*Task objective*
Copy out each line of the entries where the word "Warwick" is present.

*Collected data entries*
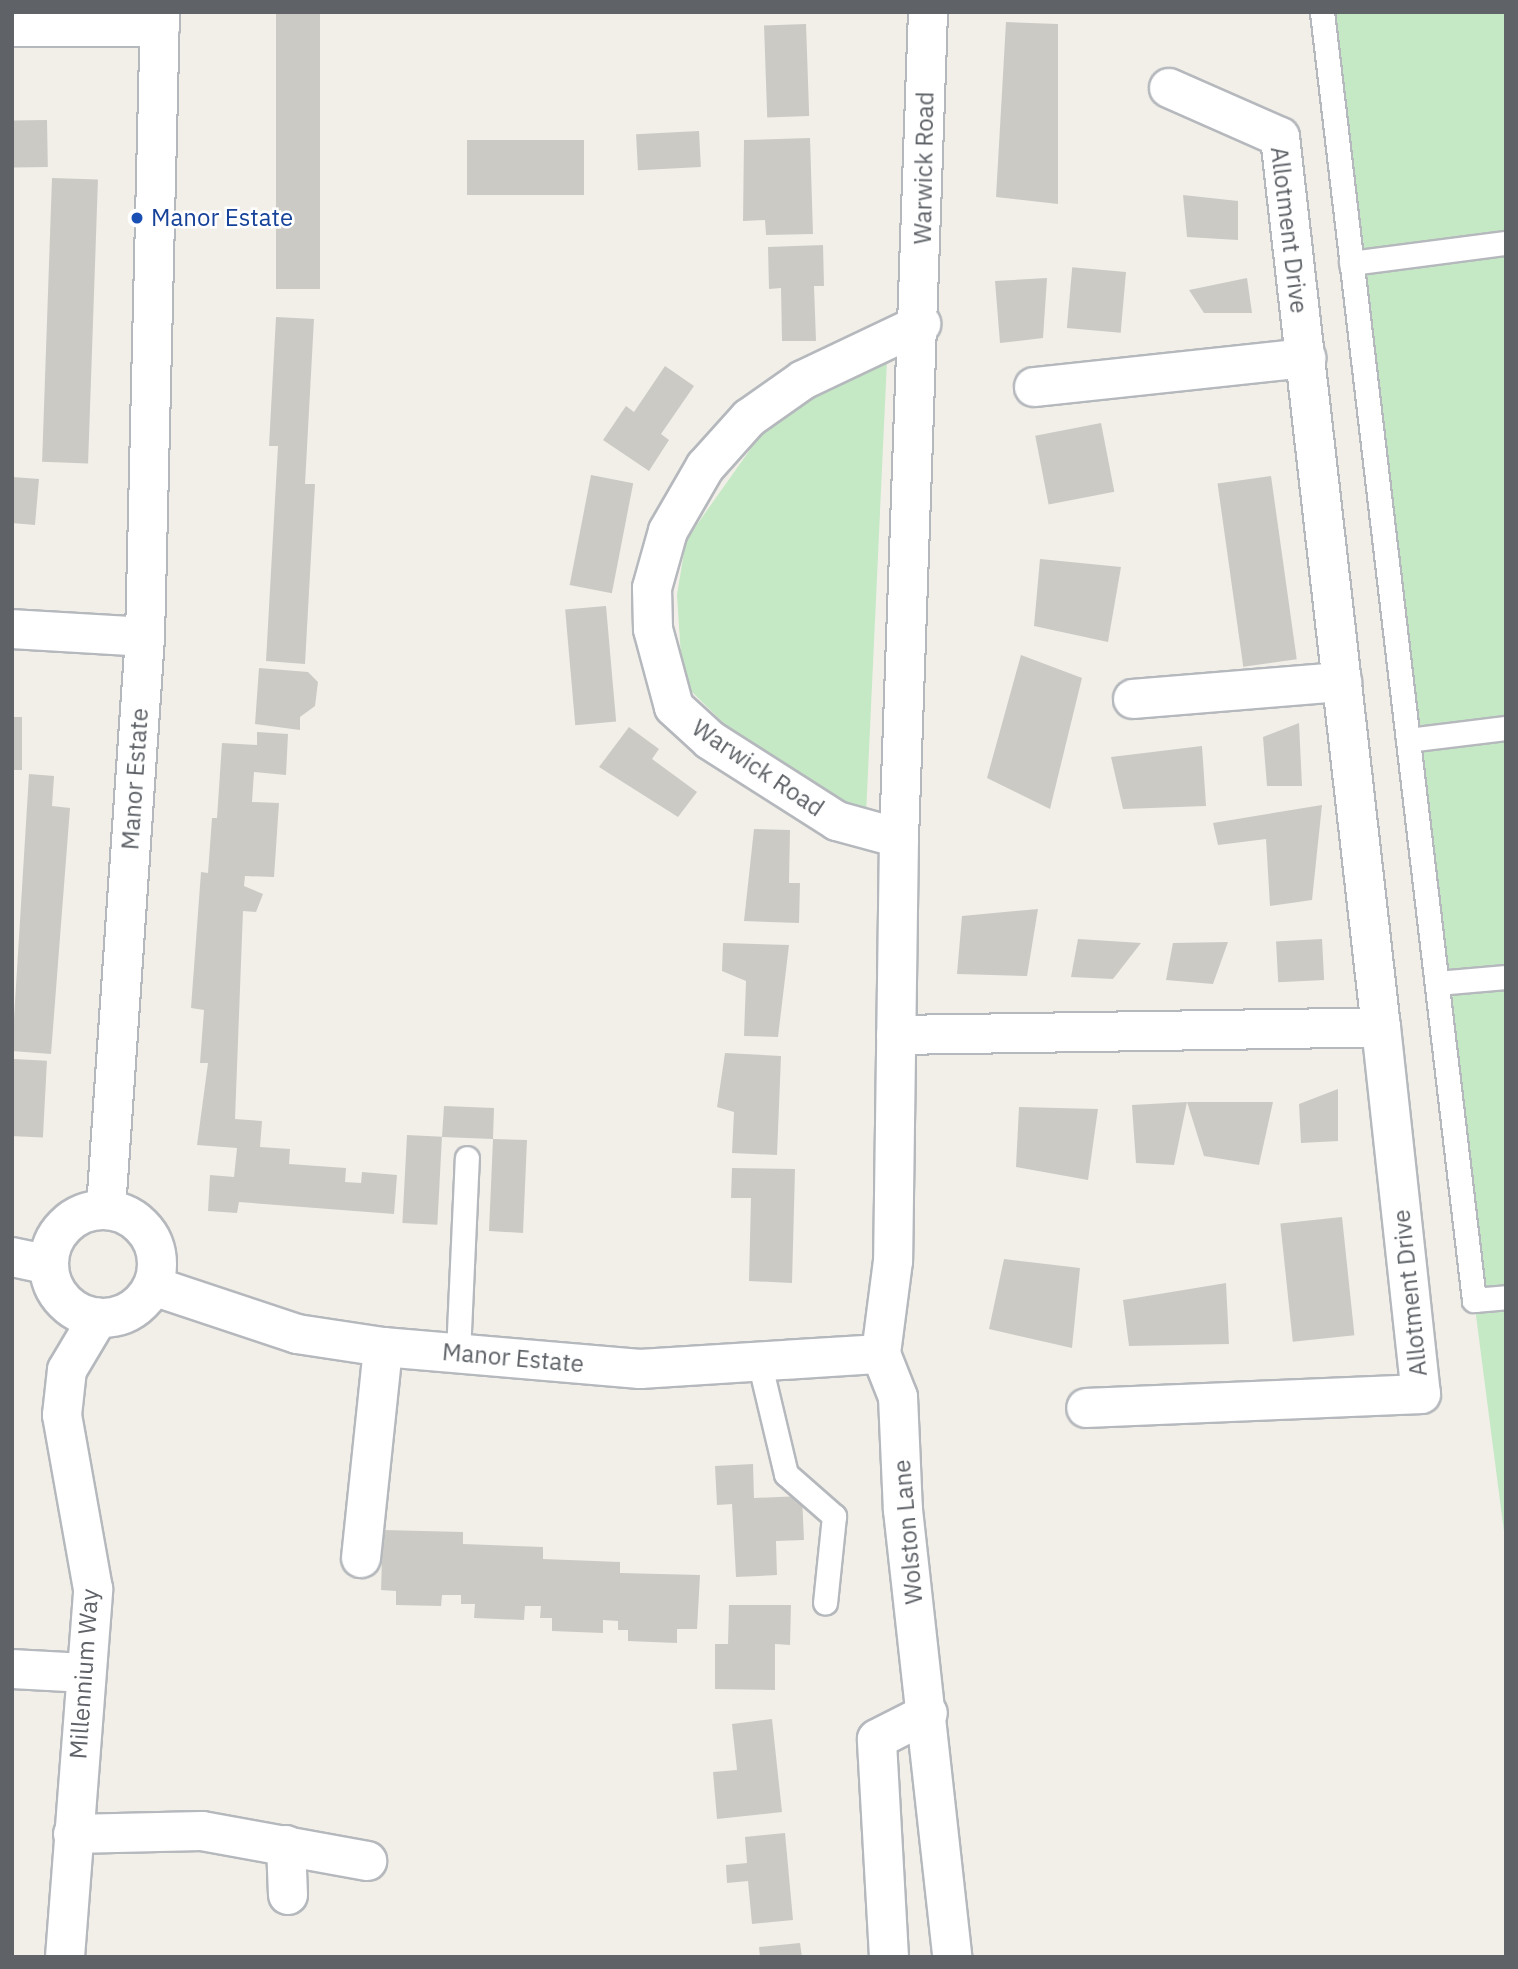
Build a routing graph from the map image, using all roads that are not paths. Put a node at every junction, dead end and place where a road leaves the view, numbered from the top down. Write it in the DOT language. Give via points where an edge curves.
graph roads {
  1 [pos="928,12"];
  2 [pos="1322,12"];
  3 [pos="160,19"];
  4 [pos="12,27"];
  5 [pos="1169,88"];
  6 [pos="1506,243"];
  7 [pos="1352,263"];
  8 [pos="921,324"];
  9 [pos="1306,358"];
  10 [pos="1034,387"];
  11 [pos="12,629"];
  12 [pos="145,637"];
  13 [pos="1342,682"];
  14 [pos="1133,699"];
  15 [pos="1506,728"];
  16 [pos="1408,740"];
  17 [pos="899,838"];
  18 [pos="1506,977"];
  19 [pos="1437,983"];
  20 [pos="1381,1027"];
  21 [pos="896,1035"];
  22 [pos="467,1157"];
  23 [pos="106,1209"];
  24 [pos="12,1257"];
  25 [pos="49,1265"];
  26 [pos="153,1286"];
  27 [pos="1506,1297"];
  28 [pos="98,1318"];
  29 [pos="383,1347"];
  30 [pos="458,1353"];
  31 [pos="881,1354"];
  32 [pos="760,1365"];
  33 [pos="1086,1408"];
  34 [pos="361,1558"];
  35 [pos="825,1603"];
  36 [pos="12,1669"];
  37 [pos="85,1673"];
  38 [pos="928,1713"];
  39 [pos="72,1834"];
  40 [pos="286,1846"];
  41 [pos="367,1861"];
  42 [pos="288,1895"];
  43 [pos="65,1957"];
  44 [pos="889,1957"];
  45 [pos="952,1957"];
  1 -- 8 [label="street, Warwick Road"];
  2 -- 7 [label="lane"];
  3 -- 4 [label="street"];
  3 -- 12 [label="street, Manor Estate"];
  5 -- 9 [label="street, Allotment Drive" via="1280,137"];
  6 -- 7 [label="lane"];
  7 -- 16 [label="lane"];
  8 -- 17 [label="street, Warwick Road"];
  8 -- 17 [label="street, Warwick Road" via="803,380 749,418 705,467 668,531 652,588 653,629 674,707 710,740 837,821"];
  9 -- 10 [label="street"];
  9 -- 13 [label="street, Allotment Drive"];
  11 -- 12 [label="street"];
  12 -- 23 [label="street, Manor Estate"];
  13 -- 14 [label="street"];
  13 -- 20 [label="street, Allotment Drive"];
  15 -- 16 [label="lane"];
  16 -- 19 [label="lane"];
  17 -- 21 [label="street, Warwick Road"];
  18 -- 19 [label="lane"];
  19 -- 27 [label="lane" via="1474,1300"];
  20 -- 21 [label="street"];
  20 -- 33 [label="street, Allotment Drive" via="1420,1394"];
  21 -- 31 [label="street, Warwick Road" via="892,1261"];
  22 -- 30 [label="lane"];
  23 -- 25 [label="street" via="64,1226"];
  23 -- 26 [label="street" via="147,1231 156,1248"];
  24 -- 25 [label="street"];
  25 -- 28 [label="street" via="59,1296"];
  26 -- 28 [label="street" via="130,1311"];
  26 -- 29 [label="street, Manor Estate" via="297,1334"];
  28 -- 37 [label="street, Millennium Way" via="67,1370 62,1415 93,1589"];
  29 -- 30 [label="street, Manor Estate"];
  29 -- 34 [label="street" via="350,1497"];
  30 -- 32 [label="street, Manor Estate" via="640,1369"];
  31 -- 32 [label="street, Manor Estate"];
  31 -- 38 [label="street, Wolston Lane" via="898,1397 903,1510"];
  32 -- 35 [label="lane" via="786,1474 834,1516"];
  36 -- 37 [label="street"];
  37 -- 39 [label="street, Millennium Way"];
  38 -- 44 [label="street" via="877,1739"];
  38 -- 45 [label="street, Wolston Lane"];
  39 -- 40 [label="street" via="202,1831"];
  39 -- 43 [label="street, Millennium Way"];
  40 -- 41 [label="street"];
  40 -- 42 [label="street"];
}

*Answer to the problem*
  1 -- 8 [label="street, Warwick Road"];
  8 -- 17 [label="street, Warwick Road"];
  8 -- 17 [label="street, Warwick Road" via="803,380 749,418 705,467 668,531 652,588 653,629 674,707 710,740 837,821"];
  17 -- 21 [label="street, Warwick Road"];
  21 -- 31 [label="street, Warwick Road" via="892,1261"];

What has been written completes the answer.